Recently, this court has also found that the holding in Bruen does not reset the statute of limitations under § 2255(f)(3) because “Bruen did not announce a new rule that may be asserted retroactively on collateral review.” Davis v. United States, No. 3:23-CV-2104-D, 2024 WL 2854268, at *2 (N.D. Tex. June 5, 2024) (Fitzwater, J.). Other courts have reached the same conclusion. See Najar v. Cox, No. 2:23-CV-00015, 2023 WL 11857604, at *8 (S.D. Tex. Mar. 16, 2023) (concluding “Bruen did not recognize a new right” and no court has held that it applies retroactively to cases on collateral review), R.&R. adopted, No. 2:23-CV-00015, 2023 WL 11857650 (S.D. Tex. Apr. 12, 2023).

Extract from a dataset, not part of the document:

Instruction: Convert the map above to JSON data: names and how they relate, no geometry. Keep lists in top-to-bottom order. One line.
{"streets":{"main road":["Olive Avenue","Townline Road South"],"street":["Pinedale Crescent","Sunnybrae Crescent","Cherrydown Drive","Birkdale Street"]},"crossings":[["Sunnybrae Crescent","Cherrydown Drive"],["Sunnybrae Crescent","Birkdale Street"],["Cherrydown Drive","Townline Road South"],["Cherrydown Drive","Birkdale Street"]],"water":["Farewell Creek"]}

In sum, § 2255(f)(3) is inapplicable here. Thus, Movant's § 2255 motion is clearly outside the one-year limitations period.

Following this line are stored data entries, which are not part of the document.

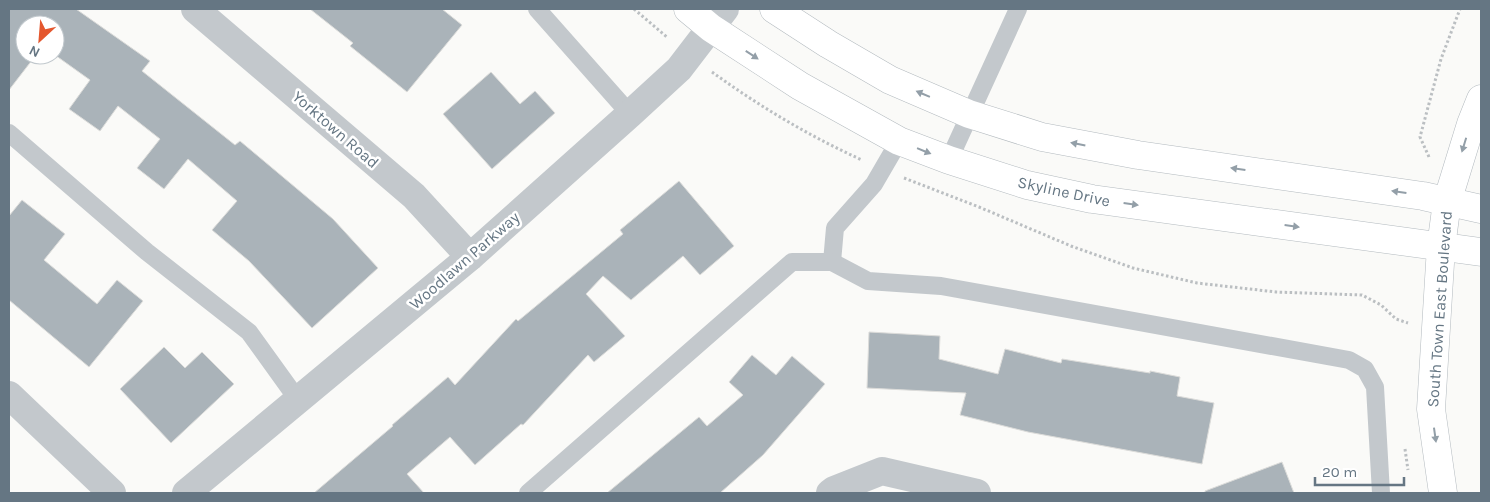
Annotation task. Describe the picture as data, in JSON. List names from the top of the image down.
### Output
{
  "streets": {
    "main road": ["Skyline Drive", "South Town East Boulevard"],
    "street": ["Yorktown Road", "Woodlawn Parkway"]
  },
  "crossings": [
    ["Yorktown Road", "Woodlawn Parkway"],
    ["Skyline Drive", "Woodlawn Parkway"],
    ["Skyline Drive", "South Town East Boulevard"]
  ],
  "one_way": ["South Town East Boulevard"],
  "scale_bar": "20 m",
  "north": "bottom left"
}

B. There is No Basis for Equitable Tolling
Movant posits no facts from which the court can find that equitable tolling applies here. When prompted to explain why his § 2255 was untimely, Movant asserts simply that he (1) speaks only Spanish, (2) was “fully guided, assisted, and helped 100% for this entire 2255 process by an [E]nglish (only) jail house lawyer,” and (3) did not have “a copy of all [his] original filing[s].” Doc. 4 at 11. Movant also notes that the week before he mailed his § 2255 motion, his unit was on “a prison-wide lock down,” which further delayed the mailing of his § 2255 motion. Id.
Even when liberally construed, Movant presents no facts suggesting that he diligently pursued his rights or that some extraordinary circumstance prevented him from timely filing his § 2255 motion. See Lawrence v. Florida, 549 U.S. 327, 336 (2007) (finding that equitable tolling requires a petitioner to show “(1) that he has been pursuing his rights diligently, and (2) that some extraordinary circumstance stood in his way and prevented timely filing” (cleaned up and citation omitted)). Further, neither his unfamiliarity with the law nor his pro se status rises to the level of a rare or exceptional circumstance warranting equitable tolling. See United States v. Petty, 530 F.3d 361, 365-66 (5th Cir. 2008) (holding lack of legal training, ignorance of the law, and pro se status are insufficient to equitably toll the statute of limitations). A limited education and the inability to speak or read the English language are disabilities common to many incarcerated persons and, as such, they do not justify equitable tolling. See Turner v. Johnson, 177 F.3d 390, 392 (5th Cir. 1999) (“It is irrelevant whether the unfamiliarity [with the law] is due to illiteracy or any other reason.”).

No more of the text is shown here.